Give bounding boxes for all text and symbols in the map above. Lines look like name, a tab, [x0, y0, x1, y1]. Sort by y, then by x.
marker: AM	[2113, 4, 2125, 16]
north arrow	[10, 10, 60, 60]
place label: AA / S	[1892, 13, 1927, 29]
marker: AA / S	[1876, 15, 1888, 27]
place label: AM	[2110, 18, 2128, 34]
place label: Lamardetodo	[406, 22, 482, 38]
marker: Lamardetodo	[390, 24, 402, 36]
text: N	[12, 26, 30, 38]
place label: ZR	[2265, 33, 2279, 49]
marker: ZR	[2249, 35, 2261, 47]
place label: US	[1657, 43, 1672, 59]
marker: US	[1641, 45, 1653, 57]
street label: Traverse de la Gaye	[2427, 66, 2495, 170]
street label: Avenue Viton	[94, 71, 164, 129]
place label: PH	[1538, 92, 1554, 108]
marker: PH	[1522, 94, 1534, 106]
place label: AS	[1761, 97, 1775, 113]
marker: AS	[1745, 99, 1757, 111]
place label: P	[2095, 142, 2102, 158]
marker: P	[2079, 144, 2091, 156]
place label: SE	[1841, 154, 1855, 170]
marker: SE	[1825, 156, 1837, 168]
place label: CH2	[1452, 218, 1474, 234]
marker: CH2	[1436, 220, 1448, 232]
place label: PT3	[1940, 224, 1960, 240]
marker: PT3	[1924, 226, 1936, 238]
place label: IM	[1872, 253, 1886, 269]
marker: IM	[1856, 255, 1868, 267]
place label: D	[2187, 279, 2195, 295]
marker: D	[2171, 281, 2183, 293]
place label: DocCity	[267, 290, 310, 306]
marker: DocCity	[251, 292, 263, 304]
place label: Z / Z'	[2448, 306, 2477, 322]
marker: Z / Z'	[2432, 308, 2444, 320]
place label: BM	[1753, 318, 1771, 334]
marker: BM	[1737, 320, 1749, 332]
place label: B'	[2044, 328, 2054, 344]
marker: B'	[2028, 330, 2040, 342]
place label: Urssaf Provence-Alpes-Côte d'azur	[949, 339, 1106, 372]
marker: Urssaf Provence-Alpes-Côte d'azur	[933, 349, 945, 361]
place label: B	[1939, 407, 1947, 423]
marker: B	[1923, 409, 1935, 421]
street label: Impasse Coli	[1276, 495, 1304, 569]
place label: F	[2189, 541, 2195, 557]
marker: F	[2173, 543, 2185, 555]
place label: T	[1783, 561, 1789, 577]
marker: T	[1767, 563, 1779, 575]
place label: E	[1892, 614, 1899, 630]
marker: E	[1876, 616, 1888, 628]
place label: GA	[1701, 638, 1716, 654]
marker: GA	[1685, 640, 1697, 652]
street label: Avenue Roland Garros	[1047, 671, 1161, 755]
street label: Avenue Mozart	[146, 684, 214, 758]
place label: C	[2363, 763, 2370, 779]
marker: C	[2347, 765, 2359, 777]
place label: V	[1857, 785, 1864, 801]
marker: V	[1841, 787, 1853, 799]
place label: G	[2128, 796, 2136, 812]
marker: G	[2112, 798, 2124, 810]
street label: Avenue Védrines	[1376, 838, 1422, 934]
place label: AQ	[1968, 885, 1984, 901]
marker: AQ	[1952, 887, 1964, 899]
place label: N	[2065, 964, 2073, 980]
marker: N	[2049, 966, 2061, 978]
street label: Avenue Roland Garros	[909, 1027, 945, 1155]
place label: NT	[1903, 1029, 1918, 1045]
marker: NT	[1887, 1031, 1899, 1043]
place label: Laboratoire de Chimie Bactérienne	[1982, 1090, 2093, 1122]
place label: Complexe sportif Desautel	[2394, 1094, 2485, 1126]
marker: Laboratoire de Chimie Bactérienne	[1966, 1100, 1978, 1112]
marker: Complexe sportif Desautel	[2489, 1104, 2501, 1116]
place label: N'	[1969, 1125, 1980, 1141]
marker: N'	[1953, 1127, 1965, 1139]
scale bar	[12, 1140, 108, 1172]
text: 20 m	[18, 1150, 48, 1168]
※
§ Work task: For this exercise, set down the entire listing above exactly as given.

§ Answer space:
Give bounding boxes for all text and symbols in the map above. Lines look like name, a tab, [x0, y0, x1, y1]. Sort by y, then by x.
marker: AM	[2113, 4, 2125, 16]
north arrow	[10, 10, 60, 60]
place label: AA / S	[1892, 13, 1927, 29]
marker: AA / S	[1876, 15, 1888, 27]
place label: AM	[2110, 18, 2128, 34]
place label: Lamardetodo	[406, 22, 482, 38]
marker: Lamardetodo	[390, 24, 402, 36]
text: N	[12, 26, 30, 38]
place label: ZR	[2265, 33, 2279, 49]
marker: ZR	[2249, 35, 2261, 47]
place label: US	[1657, 43, 1672, 59]
marker: US	[1641, 45, 1653, 57]
street label: Traverse de la Gaye	[2427, 66, 2495, 170]
street label: Avenue Viton	[94, 71, 164, 129]
place label: PH	[1538, 92, 1554, 108]
marker: PH	[1522, 94, 1534, 106]
place label: AS	[1761, 97, 1775, 113]
marker: AS	[1745, 99, 1757, 111]
place label: P	[2095, 142, 2102, 158]
marker: P	[2079, 144, 2091, 156]
place label: SE	[1841, 154, 1855, 170]
marker: SE	[1825, 156, 1837, 168]
place label: CH2	[1452, 218, 1474, 234]
marker: CH2	[1436, 220, 1448, 232]
place label: PT3	[1940, 224, 1960, 240]
marker: PT3	[1924, 226, 1936, 238]
place label: IM	[1872, 253, 1886, 269]
marker: IM	[1856, 255, 1868, 267]
place label: D	[2187, 279, 2195, 295]
marker: D	[2171, 281, 2183, 293]
place label: DocCity	[267, 290, 310, 306]
marker: DocCity	[251, 292, 263, 304]
place label: Z / Z'	[2448, 306, 2477, 322]
marker: Z / Z'	[2432, 308, 2444, 320]
place label: BM	[1753, 318, 1771, 334]
marker: BM	[1737, 320, 1749, 332]
place label: B'	[2044, 328, 2054, 344]
marker: B'	[2028, 330, 2040, 342]
place label: Urssaf Provence-Alpes-Côte d'azur	[949, 339, 1106, 372]
marker: Urssaf Provence-Alpes-Côte d'azur	[933, 349, 945, 361]
place label: B	[1939, 407, 1947, 423]
marker: B	[1923, 409, 1935, 421]
street label: Impasse Coli	[1276, 495, 1304, 569]
place label: F	[2189, 541, 2195, 557]
marker: F	[2173, 543, 2185, 555]
place label: T	[1783, 561, 1789, 577]
marker: T	[1767, 563, 1779, 575]
place label: E	[1892, 614, 1899, 630]
marker: E	[1876, 616, 1888, 628]
place label: GA	[1701, 638, 1716, 654]
marker: GA	[1685, 640, 1697, 652]
street label: Avenue Roland Garros	[1047, 671, 1161, 755]
street label: Avenue Mozart	[146, 684, 214, 758]
place label: C	[2363, 763, 2370, 779]
marker: C	[2347, 765, 2359, 777]
place label: V	[1857, 785, 1864, 801]
marker: V	[1841, 787, 1853, 799]
place label: G	[2128, 796, 2136, 812]
marker: G	[2112, 798, 2124, 810]
street label: Avenue Védrines	[1376, 838, 1422, 934]
place label: AQ	[1968, 885, 1984, 901]
marker: AQ	[1952, 887, 1964, 899]
place label: N	[2065, 964, 2073, 980]
marker: N	[2049, 966, 2061, 978]
street label: Avenue Roland Garros	[909, 1027, 945, 1155]
place label: NT	[1903, 1029, 1918, 1045]
marker: NT	[1887, 1031, 1899, 1043]
place label: Laboratoire de Chimie Bactérienne	[1982, 1090, 2093, 1122]
place label: Complexe sportif Desautel	[2394, 1094, 2485, 1126]
marker: Laboratoire de Chimie Bactérienne	[1966, 1100, 1978, 1112]
marker: Complexe sportif Desautel	[2489, 1104, 2501, 1116]
place label: N'	[1969, 1125, 1980, 1141]
marker: N'	[1953, 1127, 1965, 1139]
scale bar	[12, 1140, 108, 1172]
text: 20 m	[18, 1150, 48, 1168]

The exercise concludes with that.